Opinions of Sunday, 28 February 2021

Columnist: Osei Tutu

The LGBT conundrum: Our collective hypocrisy is worrying

File photo: Ghana's laws frown on same-sex marriage File photo: Ghana's laws frown on same-sex marriage

In the time of Jesus, there was an instance when the teachers of the Law of Moses and the Pharisees brought to Jesus a woman caught in the act of adultery as recorded in John 8:3-11. They wanted Jesus to say something as to what to do to the woman.

But in response, Jesus said whoever had not sinned before should first throw a stone at her. Knowing their hearts and being honest to themselves, each one of them filed out without throwing a stone.

If a similar response were to be given to Ghanaians today that whoever has not sinned before should first throw a stone at an LGBT person, you can bet your last cedi note that in spite of our sinful nature there would be some among us who would put their iniquities aside and throw the first stone.

This shows the level of our hypocrisy as a people. We claim to be devout Christians and Muslims yet we commit all manner of sinful behaviour with impunity.

In our workplaces and even in the church, we steal, we malign others with deliberate intention the destroy their names. We fornicate, we commit adultery, we lie, we covet other people's property. We are full of jealousy and what have you.

In spite of all this, whenever the issue of LGBT is raised, we rise in unison to condemn it with intense disgust and hatred as if it is the only sin on earth. Some even want our laws to be amended so that they can have the right to lynch any suspected LGBT person on sight.

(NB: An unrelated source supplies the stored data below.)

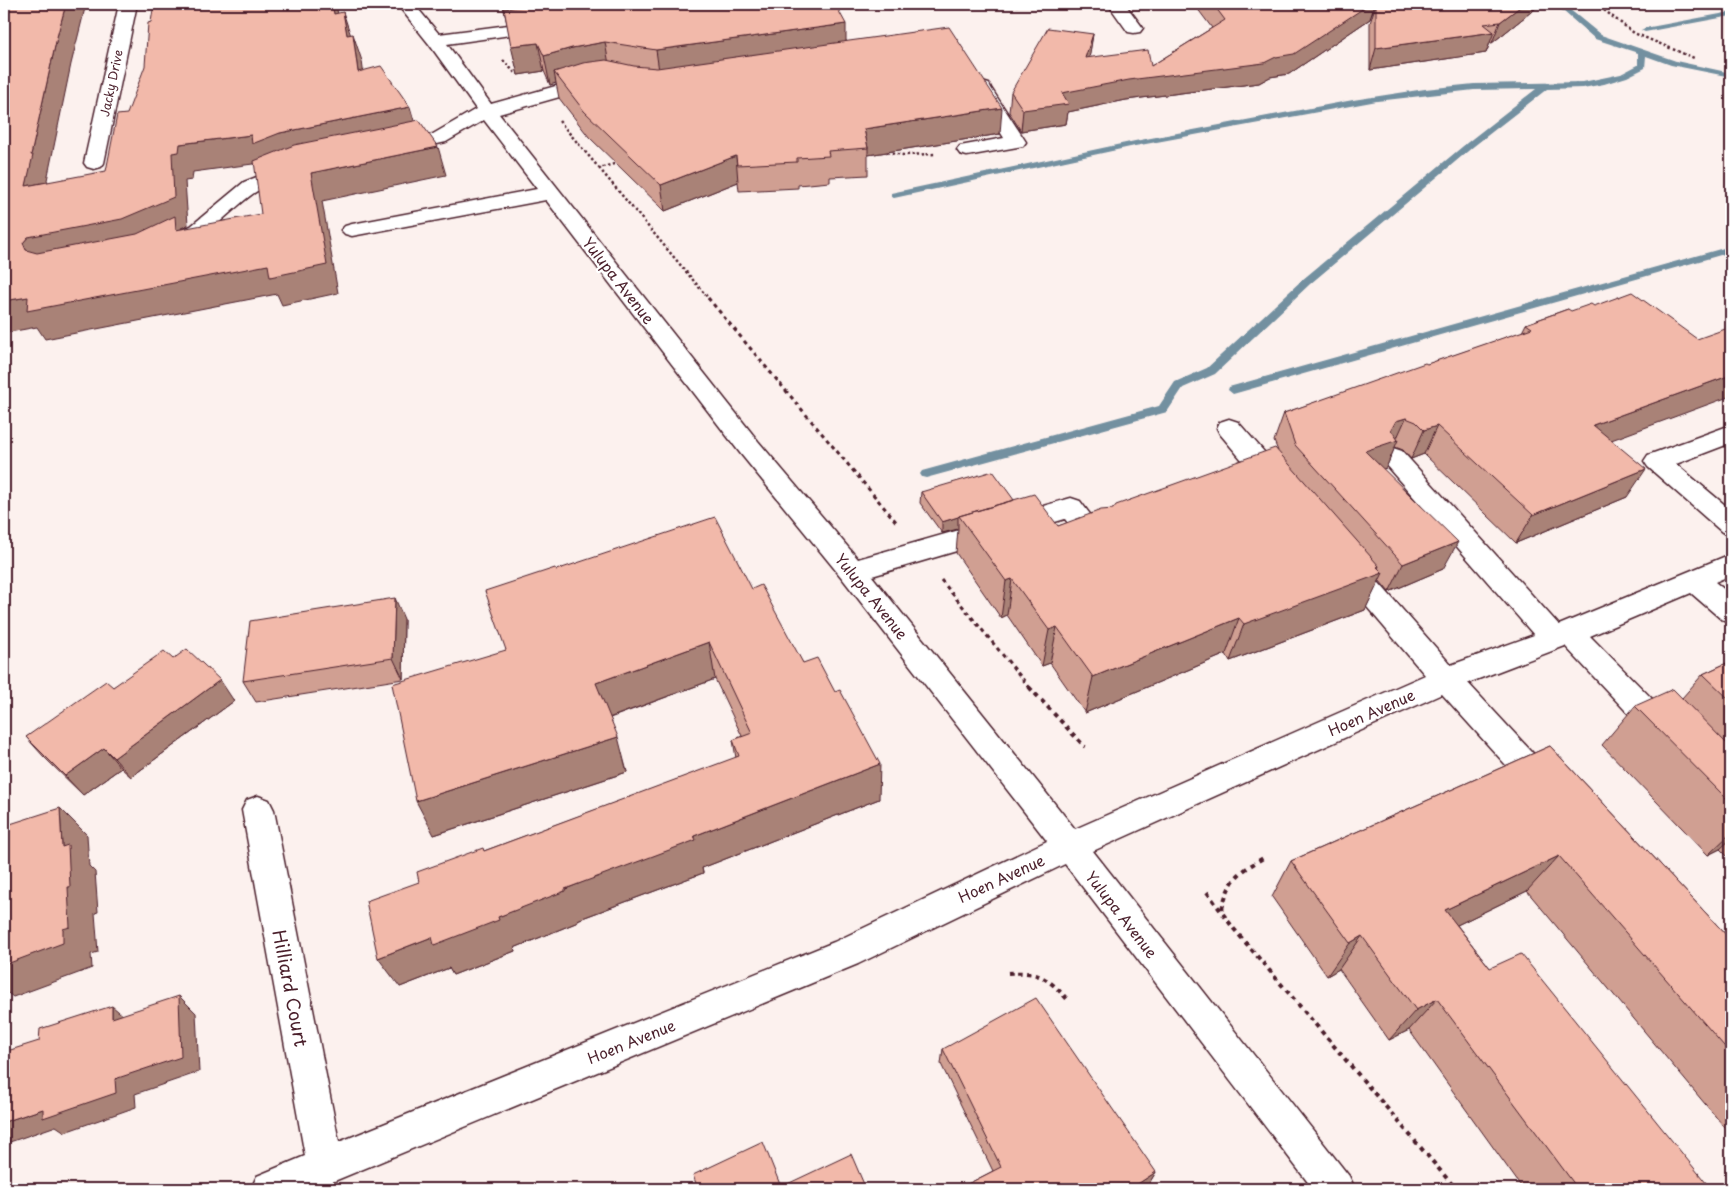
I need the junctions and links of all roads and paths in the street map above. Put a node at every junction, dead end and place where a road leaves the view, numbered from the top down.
1 (128, 4) edge
2 (405, 4) edge
3 (1116, 4) edge
4 (1596, 4) edge
5 (564, 23) edge
6 (1134, 28) dead end
7 (478, 34) junction
8 (436, 40) junction
9 (1694, 58) dead end
10 (974, 76) edge
11 (610, 78) edge
12 (538, 96) junction
13 (488, 111) junction
14 (883, 144) edge
15 (383, 150) edge
16 (967, 150) joint
17 (626, 160) edge
18 (94, 163) dead end
19 (308, 164) edge
20 (599, 168) junction
21 (551, 192) junction
22 (352, 230) dead end
23 (151, 251) edge
24 (1229, 428) dead end
25 (1731, 434) edge
26 (1393, 457) edge
27 (1293, 502) edge
28 (1731, 525) edge
29 (1095, 538) edge
30 (1331, 546) edge
31 (920, 553) junction
32 (1731, 564) edge
33 (852, 571) junction
34 (1694, 580) junction
35 (1731, 612) edge
36 (1562, 636) junction
37 (1446, 680) junction
38 (1085, 747) dead end
39 (1686, 753) edge
40 (258, 810) dead end
41 (1566, 810) edge
42 (1069, 846) junction
43 (1265, 857) dead end
44 (1207, 892) dead end
45 (1222, 909) junction
46 (1008, 973) dead end
47 (1067, 999) dead end
48 (325, 1166) junction
49 (270, 1189) edge
50 (1336, 1189) edge
51 (1456, 1189) edge

1 - 18 street, Jacky Drive
2 - 8 street, Yulupa Avenue
3 - 6 street
4 - 9 path
5 - 7 street
7 - 8 street
7 - 12 path
8 - 13 street, Yulupa Avenue
10 - 16 street
11 - 12 street
12 - 13 street
12 - 20 path
13 - 15 street
13 - 21 street, Yulupa Avenue
14 - 16 path
17 - 20 path
19 - 23 street
20 - 31 path
21 - 22 street
21 - 33 street, Yulupa Avenue
24 - 27 street
25 - 28 street
26 - 36 street
29 - 31 street
30 - 37 street
31 - 33 street
31 - 38 path
32 - 34 street, Hoen Avenue
33 - 42 street, Yulupa Avenue
34 - 35 street
34 - 36 street, Hoen Avenue
36 - 37 street, Hoen Avenue
36 - 39 street
37 - 41 street
37 - 42 street, Hoen Avenue
40 - 48 street, Hilliard Court
42 - 48 street, Hoen Avenue
42 - 50 street, Yulupa Avenue
43 - 45 path
44 - 45 path
45 - 51 path
46 - 47 path
48 - 49 street, Hoen Avenue

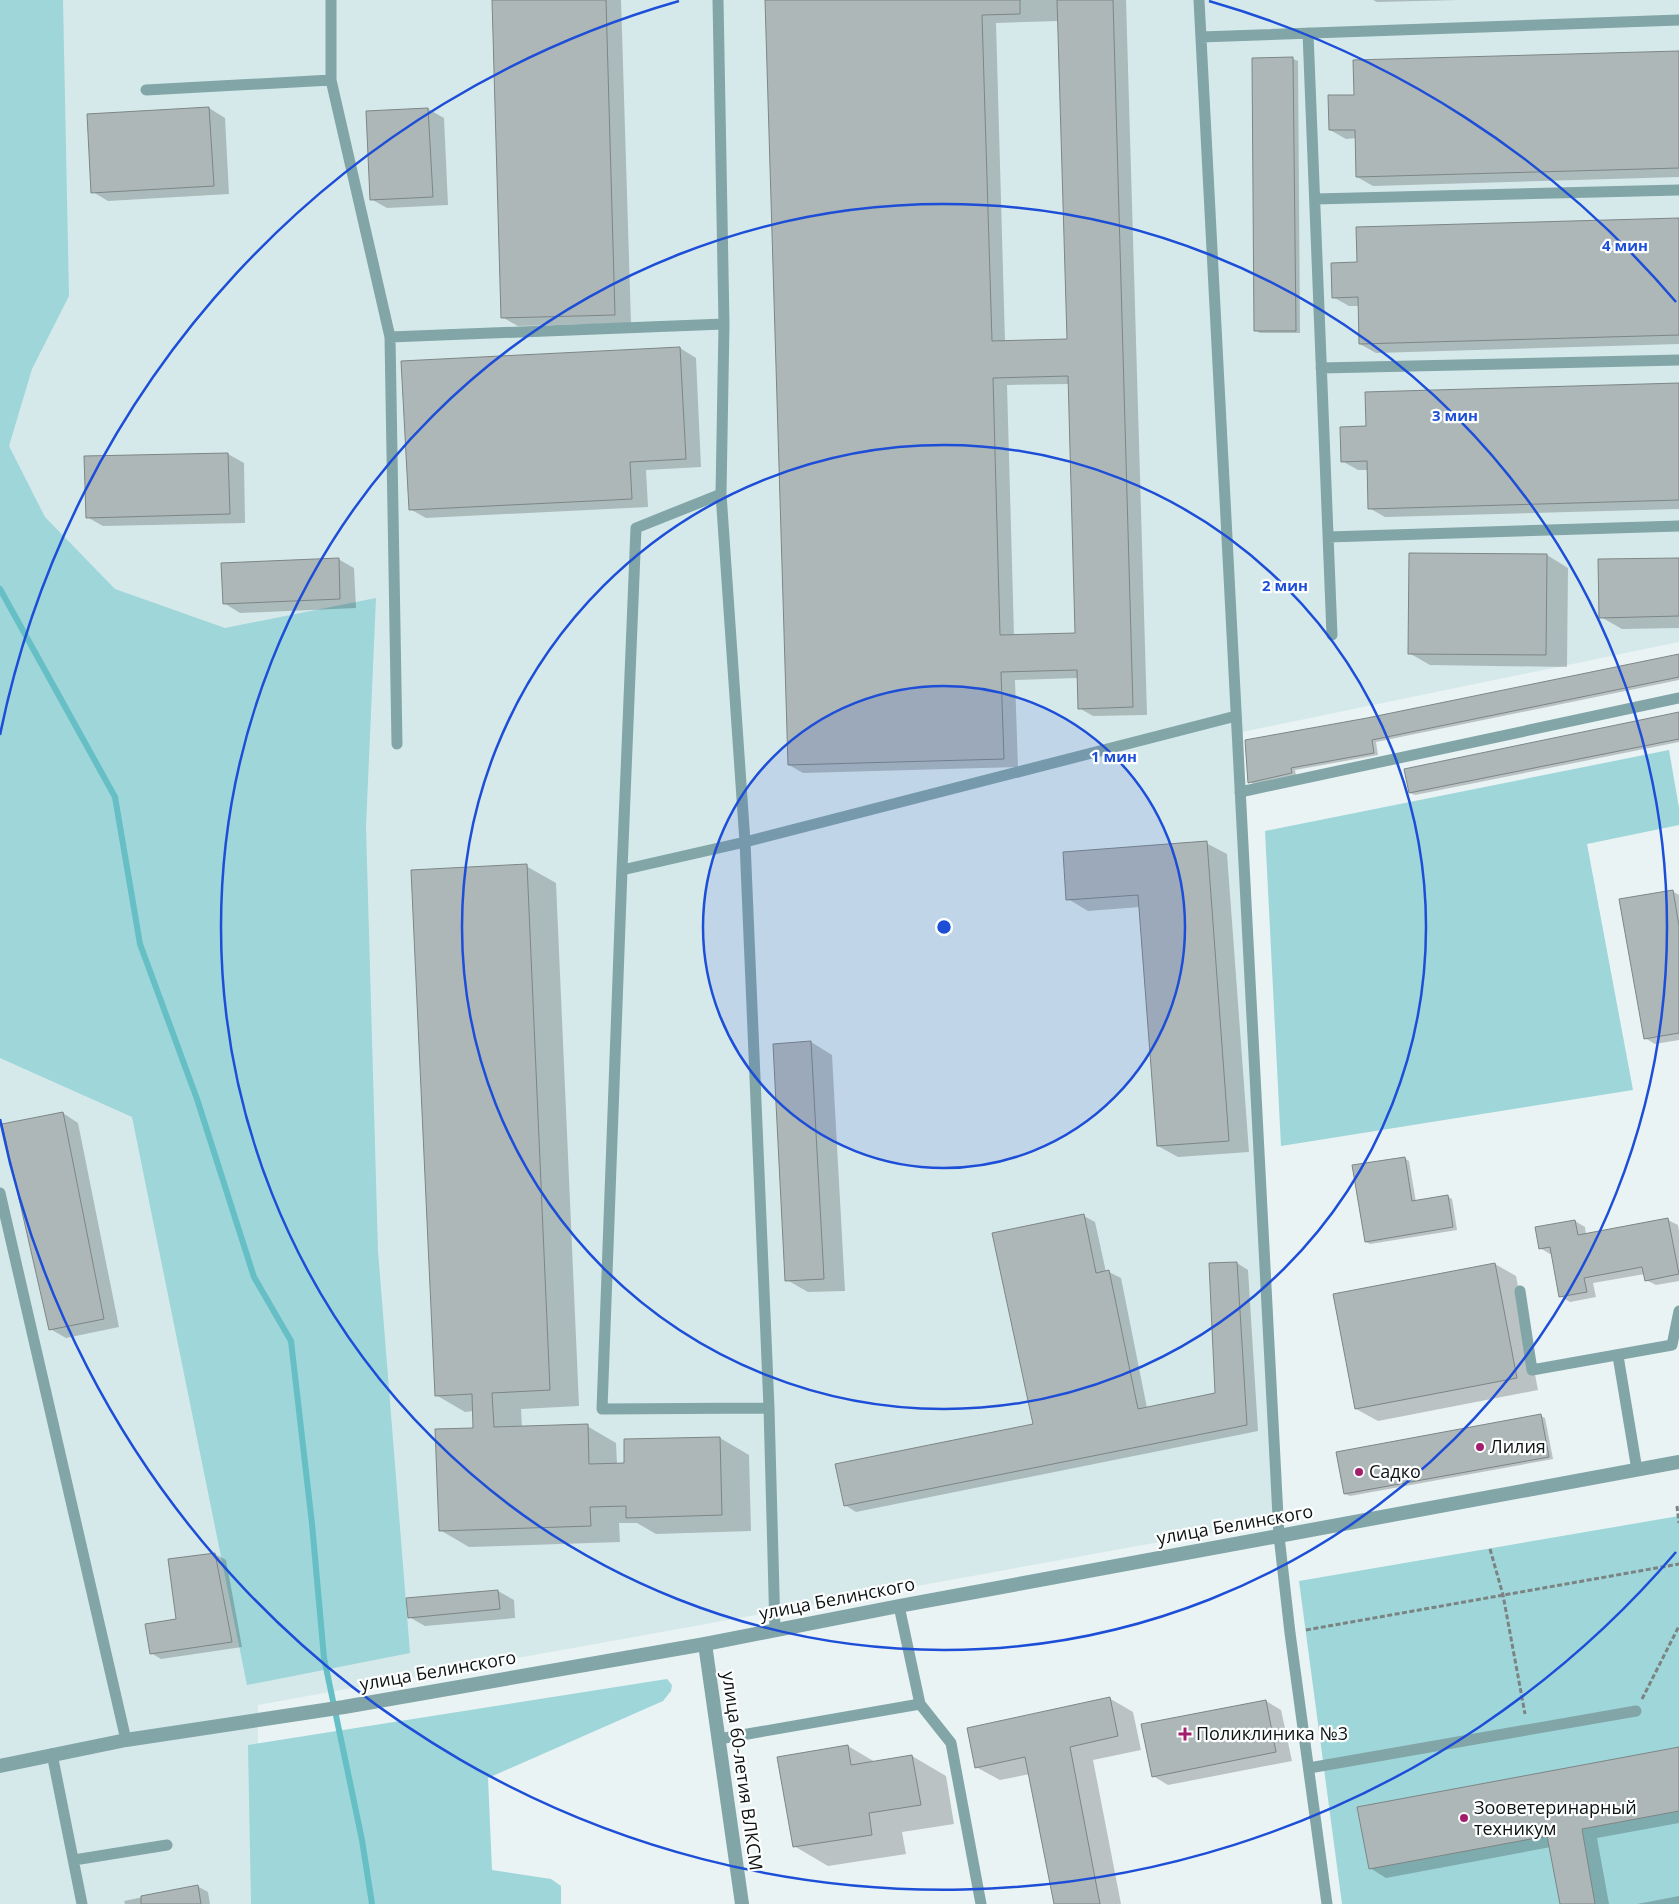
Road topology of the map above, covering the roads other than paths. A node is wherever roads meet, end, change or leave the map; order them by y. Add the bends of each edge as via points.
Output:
1 (331, 0) edge
2 (718, 0) edge
3 (1199, 0) edge
4 (1679, 20) edge
5 (1308, 33) junction
6 (1201, 37) junction
7 (331, 80) junction
8 (146, 90) dead end
9 (1679, 190) edge
10 (1315, 199) junction
11 (724, 324) junction
12 (390, 337) junction
13 (1679, 360) edge
14 (1321, 368) junction
15 (721, 494) junction
16 (1679, 526) edge
17 (1328, 538) junction
18 (1332, 635) dead end
19 (1679, 698) edge
20 (1236, 716) junction
21 (397, 744) dead end
22 (1240, 792) junction
23 (745, 842) junction
24 (622, 870) junction
25 (0, 1193) edge
26 (1520, 1291) dead end
27 (1679, 1312) edge
28 (1675, 1344) edge
29 (1618, 1356) junction
30 (769, 1408) junction
31 (1679, 1462) edge
32 (1637, 1470) junction
33 (1279, 1536) junction
34 (899, 1606) junction
35 (775, 1630) junction
36 (705, 1644) junction
37 (920, 1704) junction
38 (1636, 1711) road end
39 (719, 1739) junction
40 (126, 1740) junction
41 (52, 1754) junction
42 (0, 1766) edge
43 (1309, 1768) junction
44 (167, 1845) dead end
45 (74, 1860) junction
46 (82, 1904) edge
47 (742, 1904) edge
48 (982, 1904) edge
49 (1327, 1904) edge

1 - 7 lane
2 - 11 lane
3 - 6 lane
4 - 5 lane
5 - 6 lane
5 - 10 lane
6 - 20 lane
7 - 8 lane
7 - 12 lane
9 - 10 lane
10 - 14 lane
11 - 12 lane
11 - 15 lane
12 - 21 lane
13 - 14 lane
14 - 17 lane
15 - 23 lane
15 - 24 lane via 636,528
16 - 17 lane
17 - 18 lane
19 - 22 lane
20 - 22 lane
20 - 23 lane
22 - 33 lane
23 - 24 lane
23 - 30 lane
24 - 30 lane via 602,1409
25 - 40 lane
26 - 29 lane via 1532,1370
27 - 28 lane
28 - 29 lane
29 - 32 lane
30 - 35 lane
31 - 32 street, улица Белинского
32 - 33 street, улица Белинского
33 - 34 street, улица Белинского
33 - 43 lane
34 - 35 street, улица Белинского
34 - 37 lane
35 - 36 street, улица Белинского
36 - 39 street, улица 60-летия ВЛКСМ
36 - 40 street, улица Белинского via 344,1707
37 - 39 lane
37 - 48 lane via 951,1743
38 - 43 lane
39 - 47 street, улица 60-летия ВЛКСМ
40 - 41 street, улица Белинского
41 - 42 street, улица Белинского
41 - 45 lane
43 - 49 lane
44 - 45 lane
45 - 46 lane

In other words, people are ready to commit a bigger offence (murder) just so that they can eliminate a smaller offence (gayism). They don't even bother to ponder that there is no law that allows anybody to lynch even a murder suspect.

We sometimes forget that even if LGBT persons don't have right as gays at least they have right as humans just as any social misfit has right as human and that right ought to be respected

The problem is that this mass hatred for LGBT persons only hardens their hearts to continue in the act.

We fail to recognize that the tendency for a person to engage in gayism hinges on psychological disposition. Some are lured into the act by financial constraints, neglect by the society, adventurism, ignorance and what have you.

Let nobody take me for a gay or gay advocate. I am no gay and I don't intend to be one. I even abhor the act. But I believe what LGBT people need most are love, empathy and psychological interventions and not hatred, lynching and ostracism.

My advice to those who hate LGBT persons with a passion and those who wish them lynched and ostracised is that which Jesus Christ gave us in Matthew 7:5 to take the log out of our own eyes so that we can see clearly to take the speck out of our brother's eye.